Go Love Yourself

What Valentine’s Day Presents Mean... (And What They Definitely Don’t Mean)

What Valentine’s Day Presents Mean...  (And What They Definitely Don’t Mean)

In high school, I had a boyfriend who showered me with heart shaped chocolates and public serenades. It was silly and sweet and fun, and he promised to love and cherish me forever. I felt on top of the world and so incredibly lucky to have found someone who was willing to share his love for me loudly for all to hear. 

My college boyfriend hated Valentine’s Day. He made his disdain known, and we made no plans for February 14th. I zombied my way through the day, staring longingly at the girls walking to class with their armfuls of flowers, wondering if I’d done something wrong.  Late that evening, he showed up at my dorm room with an oil drawing and a poem he’d written for me, acknowledging that if other women got to feel special, so should I. 

My forever boyfriend also despises Valentine’s Day. He refuses to celebrate it. It also happens to be the day we met —February 14th, 2011. So every year, on the weekend of Valentine’s Day, we rent a cabin in the woods, cook and eat indulgent food and plan our travel for the year. Occasionally, we exchange gifts.

So, if their responses aren’t a reflection of me and their love for me, what is it?

It’s a reflection of them.

 

HS BF was a showman. He was a go-with-the-crowd-but-to-the-beat-of-your-own-drum kind of guy, and all of his actions showed it. Valentine’s Day gave him the opportunity to get attention and be over the top. I just so happened to be the recipient once or twice.

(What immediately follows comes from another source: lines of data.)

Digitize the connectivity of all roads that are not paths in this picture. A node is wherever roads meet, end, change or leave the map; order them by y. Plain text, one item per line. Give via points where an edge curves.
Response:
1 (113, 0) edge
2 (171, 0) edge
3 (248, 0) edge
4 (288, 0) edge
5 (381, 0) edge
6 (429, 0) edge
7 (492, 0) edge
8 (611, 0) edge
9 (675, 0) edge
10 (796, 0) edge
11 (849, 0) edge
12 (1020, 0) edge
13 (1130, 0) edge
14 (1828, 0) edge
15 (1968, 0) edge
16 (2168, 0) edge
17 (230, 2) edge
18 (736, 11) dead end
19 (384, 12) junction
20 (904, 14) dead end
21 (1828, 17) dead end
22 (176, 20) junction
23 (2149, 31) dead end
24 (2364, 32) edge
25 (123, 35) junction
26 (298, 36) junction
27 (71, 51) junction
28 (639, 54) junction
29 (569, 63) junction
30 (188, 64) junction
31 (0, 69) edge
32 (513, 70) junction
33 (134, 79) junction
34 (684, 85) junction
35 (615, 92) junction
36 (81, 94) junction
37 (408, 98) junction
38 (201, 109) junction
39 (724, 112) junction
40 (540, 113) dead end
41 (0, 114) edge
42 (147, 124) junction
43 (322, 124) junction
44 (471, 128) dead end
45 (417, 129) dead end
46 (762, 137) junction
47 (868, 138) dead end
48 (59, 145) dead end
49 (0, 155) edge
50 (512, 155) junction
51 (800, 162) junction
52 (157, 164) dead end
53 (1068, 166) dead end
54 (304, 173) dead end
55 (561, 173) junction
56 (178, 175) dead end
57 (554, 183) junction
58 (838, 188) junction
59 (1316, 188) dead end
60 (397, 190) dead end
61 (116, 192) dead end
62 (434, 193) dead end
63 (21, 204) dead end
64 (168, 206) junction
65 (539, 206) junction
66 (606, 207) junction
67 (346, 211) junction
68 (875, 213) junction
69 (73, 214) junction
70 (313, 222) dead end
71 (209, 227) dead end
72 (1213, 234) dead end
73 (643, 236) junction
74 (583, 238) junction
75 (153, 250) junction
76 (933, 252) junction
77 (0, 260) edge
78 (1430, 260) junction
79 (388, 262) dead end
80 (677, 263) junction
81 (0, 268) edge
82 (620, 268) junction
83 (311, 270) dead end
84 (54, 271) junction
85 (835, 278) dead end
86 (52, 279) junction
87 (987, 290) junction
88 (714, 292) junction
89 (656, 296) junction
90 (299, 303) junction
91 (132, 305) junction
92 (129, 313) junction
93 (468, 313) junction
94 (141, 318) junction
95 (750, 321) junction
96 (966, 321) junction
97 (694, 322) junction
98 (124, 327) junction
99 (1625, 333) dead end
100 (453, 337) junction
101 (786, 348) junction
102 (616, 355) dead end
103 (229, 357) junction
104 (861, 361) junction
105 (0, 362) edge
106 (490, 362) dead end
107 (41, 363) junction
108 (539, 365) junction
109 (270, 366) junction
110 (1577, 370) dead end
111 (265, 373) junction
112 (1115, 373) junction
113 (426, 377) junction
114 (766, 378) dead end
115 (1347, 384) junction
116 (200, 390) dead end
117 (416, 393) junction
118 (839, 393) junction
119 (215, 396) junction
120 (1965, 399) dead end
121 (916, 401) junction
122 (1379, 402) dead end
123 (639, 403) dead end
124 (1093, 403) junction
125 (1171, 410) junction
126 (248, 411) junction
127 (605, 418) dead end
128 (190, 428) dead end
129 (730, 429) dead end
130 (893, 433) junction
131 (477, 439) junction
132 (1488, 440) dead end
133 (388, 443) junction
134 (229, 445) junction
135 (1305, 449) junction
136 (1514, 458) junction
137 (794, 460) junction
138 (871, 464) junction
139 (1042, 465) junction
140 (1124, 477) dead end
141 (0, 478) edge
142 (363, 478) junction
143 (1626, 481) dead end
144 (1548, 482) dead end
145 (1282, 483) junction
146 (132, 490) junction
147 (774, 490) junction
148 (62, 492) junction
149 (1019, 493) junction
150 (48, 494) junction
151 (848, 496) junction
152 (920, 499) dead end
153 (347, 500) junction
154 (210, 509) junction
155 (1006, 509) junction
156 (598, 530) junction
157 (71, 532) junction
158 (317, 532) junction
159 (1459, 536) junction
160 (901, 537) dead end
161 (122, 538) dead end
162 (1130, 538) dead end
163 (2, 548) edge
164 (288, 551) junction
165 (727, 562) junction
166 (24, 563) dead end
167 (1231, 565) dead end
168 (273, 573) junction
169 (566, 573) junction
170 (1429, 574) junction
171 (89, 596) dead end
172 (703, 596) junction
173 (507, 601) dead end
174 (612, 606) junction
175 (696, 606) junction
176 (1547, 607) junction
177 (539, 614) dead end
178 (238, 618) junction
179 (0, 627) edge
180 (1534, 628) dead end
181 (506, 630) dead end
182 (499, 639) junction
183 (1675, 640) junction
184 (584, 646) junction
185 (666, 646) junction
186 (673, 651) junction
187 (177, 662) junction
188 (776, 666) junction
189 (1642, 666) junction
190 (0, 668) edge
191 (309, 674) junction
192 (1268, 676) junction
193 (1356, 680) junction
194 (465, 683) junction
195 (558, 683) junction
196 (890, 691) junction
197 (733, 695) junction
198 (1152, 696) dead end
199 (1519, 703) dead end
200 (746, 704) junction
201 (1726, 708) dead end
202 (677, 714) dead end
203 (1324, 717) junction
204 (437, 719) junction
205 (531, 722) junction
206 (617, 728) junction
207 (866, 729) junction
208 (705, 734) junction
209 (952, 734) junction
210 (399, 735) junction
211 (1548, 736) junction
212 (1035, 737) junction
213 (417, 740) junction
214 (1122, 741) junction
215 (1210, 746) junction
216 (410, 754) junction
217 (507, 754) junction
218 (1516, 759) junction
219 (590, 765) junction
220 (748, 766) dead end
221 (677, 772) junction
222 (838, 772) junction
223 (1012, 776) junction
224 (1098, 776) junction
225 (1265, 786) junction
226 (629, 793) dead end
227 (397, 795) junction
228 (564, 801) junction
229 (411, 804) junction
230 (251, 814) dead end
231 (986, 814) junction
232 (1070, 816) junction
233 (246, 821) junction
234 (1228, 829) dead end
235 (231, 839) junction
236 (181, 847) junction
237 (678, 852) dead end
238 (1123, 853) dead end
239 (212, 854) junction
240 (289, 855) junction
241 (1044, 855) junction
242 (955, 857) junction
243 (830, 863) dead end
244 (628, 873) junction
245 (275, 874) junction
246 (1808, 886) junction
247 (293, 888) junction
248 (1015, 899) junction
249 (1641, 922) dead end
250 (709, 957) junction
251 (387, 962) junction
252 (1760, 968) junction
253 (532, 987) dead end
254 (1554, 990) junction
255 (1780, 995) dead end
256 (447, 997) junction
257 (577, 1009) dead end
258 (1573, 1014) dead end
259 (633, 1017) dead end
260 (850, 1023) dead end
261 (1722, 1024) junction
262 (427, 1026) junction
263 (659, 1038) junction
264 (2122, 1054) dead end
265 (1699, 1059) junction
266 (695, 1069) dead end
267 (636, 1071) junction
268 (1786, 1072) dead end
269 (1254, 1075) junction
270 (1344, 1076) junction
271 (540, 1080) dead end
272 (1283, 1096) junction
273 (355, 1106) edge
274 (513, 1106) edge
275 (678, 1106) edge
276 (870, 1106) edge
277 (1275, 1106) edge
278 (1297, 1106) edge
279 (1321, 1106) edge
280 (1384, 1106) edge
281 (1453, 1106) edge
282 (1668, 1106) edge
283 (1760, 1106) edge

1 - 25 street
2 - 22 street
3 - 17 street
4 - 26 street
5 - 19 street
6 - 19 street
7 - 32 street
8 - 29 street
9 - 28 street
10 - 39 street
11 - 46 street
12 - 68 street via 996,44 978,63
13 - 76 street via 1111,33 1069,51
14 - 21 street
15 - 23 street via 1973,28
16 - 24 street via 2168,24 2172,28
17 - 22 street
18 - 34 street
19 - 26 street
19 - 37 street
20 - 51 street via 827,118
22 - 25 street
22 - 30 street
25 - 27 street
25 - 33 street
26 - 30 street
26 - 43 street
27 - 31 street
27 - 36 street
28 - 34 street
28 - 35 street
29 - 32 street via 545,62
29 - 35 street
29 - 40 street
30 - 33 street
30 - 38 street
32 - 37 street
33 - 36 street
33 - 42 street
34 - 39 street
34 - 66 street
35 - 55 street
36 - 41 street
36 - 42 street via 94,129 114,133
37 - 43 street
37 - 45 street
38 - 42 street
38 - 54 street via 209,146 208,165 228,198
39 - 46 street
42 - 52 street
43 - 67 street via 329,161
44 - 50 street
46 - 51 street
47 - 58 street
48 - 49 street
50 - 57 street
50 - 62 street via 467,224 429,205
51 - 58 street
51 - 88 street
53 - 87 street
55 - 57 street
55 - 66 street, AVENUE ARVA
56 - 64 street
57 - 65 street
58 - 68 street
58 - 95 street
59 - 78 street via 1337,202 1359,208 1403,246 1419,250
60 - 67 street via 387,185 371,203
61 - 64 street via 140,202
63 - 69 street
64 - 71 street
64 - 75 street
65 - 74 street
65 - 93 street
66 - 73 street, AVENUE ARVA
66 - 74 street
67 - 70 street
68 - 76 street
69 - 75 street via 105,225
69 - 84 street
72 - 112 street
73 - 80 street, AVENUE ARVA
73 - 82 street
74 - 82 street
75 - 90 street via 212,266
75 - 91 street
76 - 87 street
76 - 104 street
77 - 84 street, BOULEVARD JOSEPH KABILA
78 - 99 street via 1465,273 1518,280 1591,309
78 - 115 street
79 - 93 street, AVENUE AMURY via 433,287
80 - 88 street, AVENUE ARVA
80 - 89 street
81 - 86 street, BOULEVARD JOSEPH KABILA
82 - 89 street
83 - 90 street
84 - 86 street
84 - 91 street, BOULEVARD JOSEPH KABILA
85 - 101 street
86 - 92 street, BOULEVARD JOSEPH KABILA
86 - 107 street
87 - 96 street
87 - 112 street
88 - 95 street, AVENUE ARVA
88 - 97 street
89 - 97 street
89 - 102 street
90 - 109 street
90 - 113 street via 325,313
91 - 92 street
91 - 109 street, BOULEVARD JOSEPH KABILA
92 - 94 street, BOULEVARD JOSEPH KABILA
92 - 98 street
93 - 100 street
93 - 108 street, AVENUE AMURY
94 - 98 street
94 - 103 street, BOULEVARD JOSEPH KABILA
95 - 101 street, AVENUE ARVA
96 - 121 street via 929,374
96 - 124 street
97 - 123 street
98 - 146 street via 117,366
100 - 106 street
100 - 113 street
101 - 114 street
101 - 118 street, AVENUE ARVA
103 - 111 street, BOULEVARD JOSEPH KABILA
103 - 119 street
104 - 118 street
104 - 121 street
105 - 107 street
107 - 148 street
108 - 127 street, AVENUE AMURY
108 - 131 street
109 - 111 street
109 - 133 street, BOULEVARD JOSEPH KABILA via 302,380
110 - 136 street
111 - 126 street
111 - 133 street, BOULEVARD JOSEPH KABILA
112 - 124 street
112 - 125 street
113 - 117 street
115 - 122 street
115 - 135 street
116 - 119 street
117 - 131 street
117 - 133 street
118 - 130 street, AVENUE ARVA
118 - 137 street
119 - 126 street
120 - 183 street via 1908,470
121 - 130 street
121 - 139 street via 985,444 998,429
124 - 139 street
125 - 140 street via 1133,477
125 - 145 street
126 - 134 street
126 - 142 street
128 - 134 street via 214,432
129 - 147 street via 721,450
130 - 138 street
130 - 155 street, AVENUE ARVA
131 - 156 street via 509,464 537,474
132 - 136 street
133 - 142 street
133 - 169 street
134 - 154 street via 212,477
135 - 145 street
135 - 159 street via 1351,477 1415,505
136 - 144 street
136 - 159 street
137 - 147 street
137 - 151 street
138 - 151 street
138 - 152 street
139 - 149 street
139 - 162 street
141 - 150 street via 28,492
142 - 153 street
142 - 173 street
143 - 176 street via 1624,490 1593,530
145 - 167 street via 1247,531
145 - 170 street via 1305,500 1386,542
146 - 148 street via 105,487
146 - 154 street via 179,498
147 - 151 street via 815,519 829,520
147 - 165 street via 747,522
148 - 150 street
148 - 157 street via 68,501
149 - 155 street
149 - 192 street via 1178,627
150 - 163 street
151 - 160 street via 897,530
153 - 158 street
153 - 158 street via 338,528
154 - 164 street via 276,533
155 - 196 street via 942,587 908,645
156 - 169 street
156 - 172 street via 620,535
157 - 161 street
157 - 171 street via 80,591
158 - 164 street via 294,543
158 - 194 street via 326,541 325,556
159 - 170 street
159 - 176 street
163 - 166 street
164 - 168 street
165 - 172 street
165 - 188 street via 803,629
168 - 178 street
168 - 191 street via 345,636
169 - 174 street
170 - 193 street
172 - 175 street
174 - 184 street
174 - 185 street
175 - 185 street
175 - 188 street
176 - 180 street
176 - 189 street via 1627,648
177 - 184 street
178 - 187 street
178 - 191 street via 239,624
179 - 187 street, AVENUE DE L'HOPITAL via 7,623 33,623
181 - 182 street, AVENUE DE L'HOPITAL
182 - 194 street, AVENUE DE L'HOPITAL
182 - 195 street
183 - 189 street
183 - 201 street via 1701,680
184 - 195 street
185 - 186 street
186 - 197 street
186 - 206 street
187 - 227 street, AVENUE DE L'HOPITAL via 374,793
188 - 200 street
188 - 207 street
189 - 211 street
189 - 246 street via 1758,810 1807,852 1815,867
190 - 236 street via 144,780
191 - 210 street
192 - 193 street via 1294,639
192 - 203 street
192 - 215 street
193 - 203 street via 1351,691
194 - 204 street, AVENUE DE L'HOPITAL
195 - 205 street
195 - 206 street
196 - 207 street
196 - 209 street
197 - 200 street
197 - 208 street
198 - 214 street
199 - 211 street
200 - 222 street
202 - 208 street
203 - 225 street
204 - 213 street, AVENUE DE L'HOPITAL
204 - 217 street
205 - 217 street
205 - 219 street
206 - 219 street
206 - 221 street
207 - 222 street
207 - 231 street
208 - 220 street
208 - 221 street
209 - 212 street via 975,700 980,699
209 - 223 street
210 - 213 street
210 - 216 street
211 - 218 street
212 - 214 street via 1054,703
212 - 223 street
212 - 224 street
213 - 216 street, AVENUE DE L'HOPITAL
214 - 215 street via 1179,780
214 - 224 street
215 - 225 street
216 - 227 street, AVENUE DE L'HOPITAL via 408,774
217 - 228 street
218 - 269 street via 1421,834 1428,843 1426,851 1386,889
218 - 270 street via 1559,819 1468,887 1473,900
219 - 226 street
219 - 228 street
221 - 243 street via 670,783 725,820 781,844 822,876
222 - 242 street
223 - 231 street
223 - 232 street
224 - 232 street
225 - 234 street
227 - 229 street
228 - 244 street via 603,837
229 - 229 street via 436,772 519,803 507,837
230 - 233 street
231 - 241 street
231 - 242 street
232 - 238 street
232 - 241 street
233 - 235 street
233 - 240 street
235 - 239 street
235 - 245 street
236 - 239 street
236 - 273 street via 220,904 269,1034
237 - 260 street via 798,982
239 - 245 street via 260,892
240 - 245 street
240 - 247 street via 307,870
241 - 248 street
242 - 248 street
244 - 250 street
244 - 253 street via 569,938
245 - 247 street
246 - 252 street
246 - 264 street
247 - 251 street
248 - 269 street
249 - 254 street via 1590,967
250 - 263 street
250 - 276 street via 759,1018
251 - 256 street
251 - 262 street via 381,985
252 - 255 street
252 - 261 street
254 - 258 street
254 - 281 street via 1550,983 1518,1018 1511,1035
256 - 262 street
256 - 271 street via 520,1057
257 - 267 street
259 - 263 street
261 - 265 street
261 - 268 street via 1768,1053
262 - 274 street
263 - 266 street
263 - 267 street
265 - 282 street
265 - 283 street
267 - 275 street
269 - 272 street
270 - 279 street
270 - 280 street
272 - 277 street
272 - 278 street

College BF was an academic and a cynic. He was constantly armchair philosophizing and analyzing society. He was the first person to teach me about the commercialization of the holidays and rejected it outright. He did, though, recognize its personal importance to me and believed that if others got to feel special, I should, too. He was willing to put aside beliefs about society for the sake of his beliefs about me.

Forever BF doesn’t like to be told what to do. He doesn’t believe we should be told how or when to demonstrate affection, or what it should look like. He believes in showing affection when he feels it, celebrating actual relationship milestones, and cultivating a relationship wherein love is seen as a verb, meaning he is constantly loving me.  After nine years, we’ve maintained weekly date nights, regular words of affirmation, and daily acts of service to one another.

And I’ve been the same deserving-of-love me the whole time.

 

My wish for you, as Valentine’s Day comes around, is a nontraditional, powerfully love (v.)-filled day.  

If you are in a relationship, I wish for you a heartfelt conversation about the status of that relationship and each partner’s level of satisfaction in it, whether that’s over an expensive dinner or homebrewed coffee. What’s vital is that each person comes away knowing how they want to be loved, how they want to love (v.) the other person, and knowing that they were validated and truly heard.

If you’re not in a relationship, I wish for you a bit of quiet contemplation for you to consider how you are loving and being loved by the important people in your life, however you define it. Which relationships are filling you with love and joy? Which are draining? How would you like to love and be loved in the year ahead? 

And then, if it turns out that chocolate and flowers are the way for you and or others, then go and clear out the seasonal aisle at CVS on February 15th when everything is 75% off, even if it’s just for yourself.

Most importantly, this Valentine’s Day, and every holiday, I wish you the gift of release and non-attachment to outcomes.

Release the need to be shown love in prescribed, superficial ways. Determine what love language you are most fluent in speaking to others and which you are most fluent and comfortable receiving, and commit to loving yourself and others in a way that feels authentic to you.

Release the belief that love is shown in a handful of heart-shaped, chocolate-coated ways. In the early 1940s, one company paid billions of dollars on a marketing campaign. Now almost our entire culture believes that diamonds represent everlasting love and faith. And you can apply that model to almost any commercial good that accompanies a holiday.  

Finally, release the archaic definition of love as between two people in a romantic relationship. There’s a hell of a lot more to love than what happens in a couple’s relationship, and a hell of a lot of creative forms that relationships can take on. Love is accessible to all of us: the coupled, the singled, the intentionally singled, and those of us who just don’t like flowers.

Remind yourself that whatever happens, Valentine’s Day is not, and never was, a reflection of your worthiness or lovability.